По уходе Аракчеева он стал на колени в моленной комнате и, перебирая четки, клал положенные две тысячи поклонов. Огромные залысины на лбу от висков покрылись потом и красными пятнами, а царь все еще молился. Аракчеев в пять часов утра приехал в Петербург. На Кирочной, в канцелярии, явился к нему невзрачный человек с подслеповатыми, слезящимися глазами и бородой, похожей на банную мочалку в мыле. Аракчеев шепотом начал говорить с ним.

– Ну, где ж они хотят встретиться?

– В английском портовом трактире, ваше сиятельство.

– Встречи не допускай! А ежели на улице захочет подойти, то прямо хватайте – и в воду. С полицией устрой драку, ежели вмешается. Побег – знаешь куда. Пусть туды хоть сам полицмейстер приедет, там тебе крысиная нора – катайся, как сыр в масле.

– Слушаю, ваше сиятельство. Я боюсь только, что к господину Николаю Ивановичу Тургеневу и другой посланный есть.

– А ты узнай! Что мне до твоих боязней – «боюсь», «боюсь». Экий хам, рыжий дурак, ты эти штуки мне оставь. Пошел!

* * *

В широкой шляпе, закутавшись клетчатым пледом, раскуривая толстую трубку и закрываясь клубами дыма, уже два часа сидел после обеда Николай Тургенев в английской таверне. Никто не приходил, а между тем именно в этом костюме обещал он встретиться с незнакомцем, которого ни разу не видел и который был к нему послан.

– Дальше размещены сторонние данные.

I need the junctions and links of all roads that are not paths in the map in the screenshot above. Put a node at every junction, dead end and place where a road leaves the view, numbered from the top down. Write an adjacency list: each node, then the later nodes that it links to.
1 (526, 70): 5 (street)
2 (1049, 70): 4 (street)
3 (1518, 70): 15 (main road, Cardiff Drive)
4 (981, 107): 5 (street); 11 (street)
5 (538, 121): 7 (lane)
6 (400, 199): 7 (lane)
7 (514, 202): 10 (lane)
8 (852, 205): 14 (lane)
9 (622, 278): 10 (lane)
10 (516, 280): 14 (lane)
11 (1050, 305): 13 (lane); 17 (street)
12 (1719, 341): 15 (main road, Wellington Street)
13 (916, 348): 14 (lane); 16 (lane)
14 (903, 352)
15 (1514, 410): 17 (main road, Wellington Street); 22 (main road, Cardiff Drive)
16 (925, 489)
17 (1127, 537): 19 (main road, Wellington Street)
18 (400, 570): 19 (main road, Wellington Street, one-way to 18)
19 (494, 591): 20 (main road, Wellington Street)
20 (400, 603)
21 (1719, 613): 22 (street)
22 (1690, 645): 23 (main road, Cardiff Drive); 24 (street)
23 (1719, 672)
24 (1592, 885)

Тургенев, «следственно, не мог бы его узнать», но тот узнать его мог. Вышел. Отправился пешком. Шел долго, инстинктивно выбирая не прямую дорогу. Ветер едва не срывал шляпу. Косой дождь засекал и крупными каплями бежал за шею. Края пледа щелкали, как бичи, намокшие и все же поддававшиеся капризному, рвущему ветру. Так дошел до дому, все надеясь, что по клетчатому пледу нужный человек узнает в нем Николая Тургенева. У самых ворот увидел толпу народа, человек шестьдесят стояли неподвижно. Дурное предчувствие кольнуло сердце. Тургенев ускорил шаги.

Что бы могло случиться, что привлекло эти десятки людей к воротам жилища?! С тревогой подошел он к набережной. Матрос и городовой обшаривали утопленника, положенного на куске парусины. Грязная, мутная, черная Фонтанка не успела еще закоченить выловленного из нее человека. Пока полицейский выворачивал ему карманы, отжимая одежду и расстегивая грудь, Тургенев успел рассмотреть утопленника. Маленькая фигурка, тщедушное тело, борода рыжая с клоками, веки, покрытые треснувшими жилками, руки, скрюченные, как петушиные лапы, маленькие, костлявые, желтые – типичный писарек из канцелярии. А из кармана достали документ потрясающего значения. Только Тургеневу и решился показать городовой этот документ. Агент тайной полиции Полбин, имевший право без доклада входить к всесильному Аракчееву. Повернули Полбина спиной кверху. Матрос выругался:

– Черта мы с ним возились! Ведь он убитый, а мы добрый час его качали. И как это кровь не пошла?

Череп был проломлен.

– Это работала железная рукавица, – сказал городовой, – с одного разу. А кровь вся в воде вытекла.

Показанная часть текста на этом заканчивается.